Students who may have believed Peabody wasn’t a good fit due to their age, location, or experience level, now have a wealth of new learning opportunities — and Patrick thinks that’s a wonderful thing.

“My students are thrilled to be getting the instruction, and they’re really happy that the Peabody name is attached to it,” says Patrick, whose mother used to drive him from Washington, D.C., to Baltimore to study piano at the Preparatory when he was a child. He also noticed how the classes have created a sense of community at a time when many people can’t interact with friends and family face-to-face due to COVID-19.

Building an Online Campus

Mathieson says one silver lining of the pandemic has been an accelerated shift to online learning. In less than one semester, the Preparatory’s 120 in-person instructors all transitioned into confident online teachers. And that’s good news for the online campus being built through Peabody Plus, Pro, and Prescribe.

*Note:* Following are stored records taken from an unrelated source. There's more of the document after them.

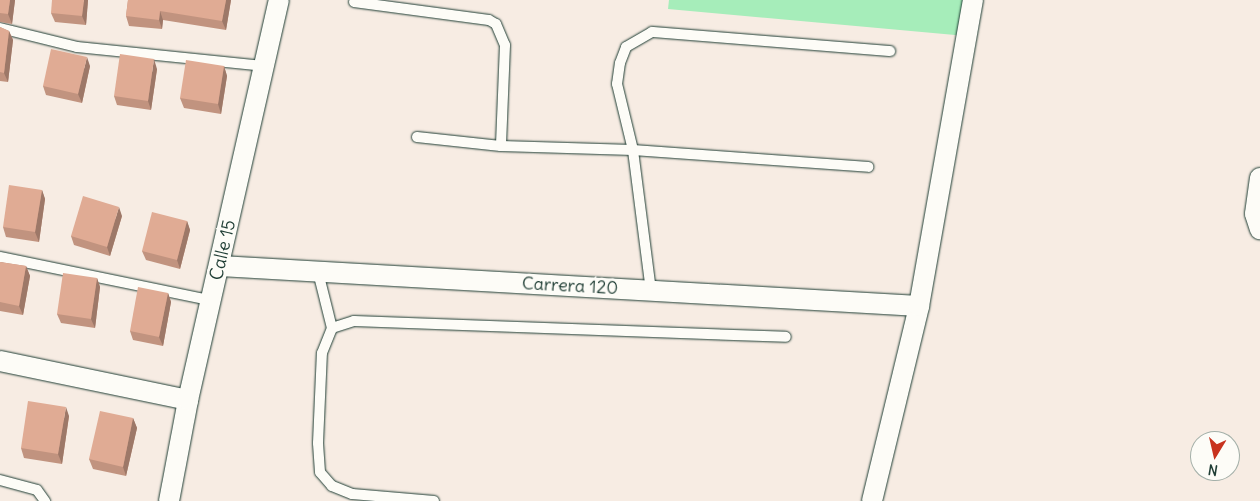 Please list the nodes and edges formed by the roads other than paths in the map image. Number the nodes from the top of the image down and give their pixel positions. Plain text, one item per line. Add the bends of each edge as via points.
1 (279, 0) edge
2 (973, 0) edge
3 (354, 2) dead end
4 (0, 28) edge
5 (890, 51) dead end
6 (263, 66) junction
7 (417, 137) dead end
8 (500, 146) junction
9 (633, 150) junction
10 (868, 167) dead end
11 (1260, 178) edge
12 (1260, 229) edge
13 (0, 257) edge
14 (220, 266) junction
15 (318, 272) junction
16 (651, 291) junction
17 (210, 300) junction
18 (919, 306) junction
19 (332, 328) junction
20 (786, 337) dead end
21 (0, 360) edge
22 (188, 400) junction
23 (0, 480) edge
24 (45, 501) edge
25 (169, 501) edge
26 (434, 501) edge
27 (872, 501) edge

1 - 6 street, Calle 15
2 - 18 street
3 - 8 lane via 489,20 496,24 504,45
4 - 6 lane via 77,47
5 - 9 lane via 652,32 626,47 620,63 617,84
6 - 14 street, Calle 15
7 - 8 lane
8 - 9 lane
9 - 10 lane
9 - 16 lane
11 - 12 street via 1255,214
13 - 17 lane
14 - 15 street, Carrera 120
14 - 17 street, Calle 15
15 - 16 street, Carrera 120
15 - 19 lane
16 - 18 street, Carrera 120
17 - 22 street, Calle 15
18 - 27 street
19 - 20 lane via 354,321
19 - 26 lane via 322,353 320,472 332,486 352,494
21 - 22 street
22 - 25 street, Calle 15
23 - 24 lane via 38,490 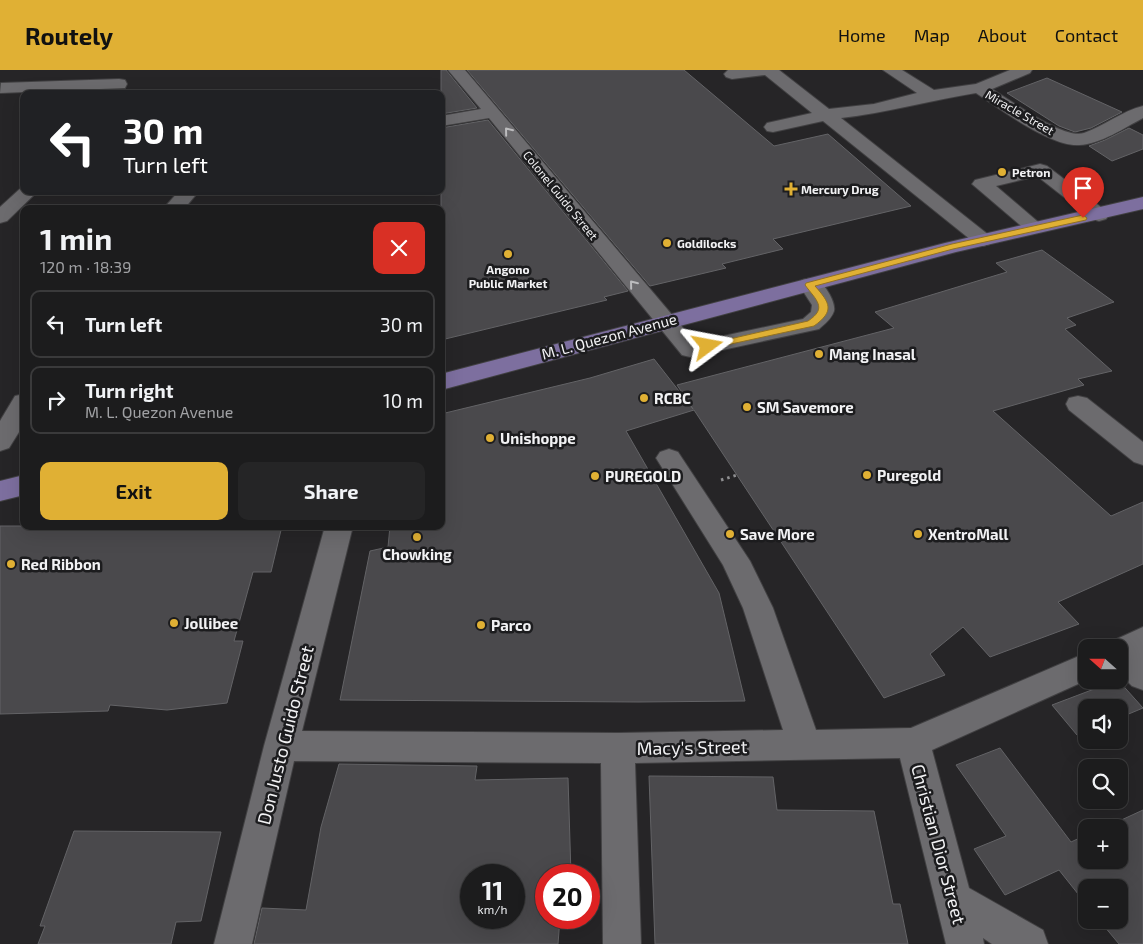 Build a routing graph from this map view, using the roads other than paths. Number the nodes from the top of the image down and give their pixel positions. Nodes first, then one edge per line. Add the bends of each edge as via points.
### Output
1 (456, 70) edge
2 (768, 70) edge
3 (892, 70) edge
4 (1024, 70) edge
5 (732, 74) dead end
6 (119, 82) edge
7 (0, 88) edge
8 (979, 88) junction
9 (931, 96) junction
10 (1143, 111) edge
11 (493, 112) junction
12 (827, 115) junction
13 (445, 120) edge
14 (773, 127) dead end
15 (25, 195) edge
16 (186, 195) edge
17 (1143, 203) edge
18 (177, 205) edge
19 (1099, 215) junction
20 (0, 217) edge
21 (1034, 228) junction
22 (983, 240) junction
23 (810, 285) junction
24 (664, 322) junction
25 (445, 381) edge
26 (1078, 404) dead end
27 (20, 409) edge
28 (0, 442) edge
29 (1143, 456) edge
30 (669, 458) dead end
31 (20, 486) edge
32 (0, 491) edge
33 (338, 530) edge
34 (1143, 640) edge
35 (1128, 648) edge
36 (1128, 661) edge
37 (1078, 670) edge
38 (1143, 676) edge
39 (913, 743) junction
40 (281, 746) junction
41 (805, 746) junction
42 (618, 748) junction
43 (954, 900) junction
44 (233, 944) edge
45 (622, 944) edge
46 (965, 944) edge
47 (1030, 944) edge

1 - 11 street, Colonel Guido Street
2 - 5 street
2 - 12 street
3 - 9 street
4 - 8 street
6 - 7 street
8 - 9 street
8 - 10 street, Miracle Street via 1053,133 1077,140 1122,123
9 - 12 street via 874,109
11 - 13 street
24 -> 11 street, Colonel Guido Street
12 - 14 street
12 - 22 street
15 - 20 street
16 - 18 street
17 - 19 main road, M. L. Quezon Avenue
19 - 21 main road, M. L. Quezon Avenue
19 - 21 street via 1040,170 982,184
21 - 22 main road, M. L. Quezon Avenue
22 - 23 main road, M. L. Quezon Avenue
23 - 24 main road, M. L. Quezon Avenue
23 - 24 street, Colonel Guido Street via 822,300 824,310 821,317 811,324 690,350
24 - 25 main road, M. L. Quezon Avenue
26 - 29 street
27 - 28 street
30 - 41 street via 736,561 758,608
31 - 32 main road
33 - 40 street, Don Justo Guido Street
34 - 35 street
36 - 38 street
37 - 39 street, Macy's Street
39 - 41 street, Macy's Street
39 - 43 street, Christian Dior Street
40 - 42 street, Macy's Street
40 - 44 street, Don Justo Guido Street
41 - 42 street, Macy's Street
42 - 45 street
43 - 46 street, Christian Dior Street
43 - 47 street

When the pandemic is over, Preparatory administrators hope to expand the three programs to include in-person learning. Plenty of ideas are on the table, such as summer workshops, weeklong intensives for professionals, and a program that would bring arts programming into local senior communities and hospitals.

“It was a risk to launch programming in 2020, but this was actually a great time to learn. Everything has been up in the air, and people are more willing to take a class and try something new,” says Mathieson. “I think the real risk was just staying where we were and not taking the brave step into the new world. Coming out of the pandemic, I believe we will have the experience we need to make this a success.”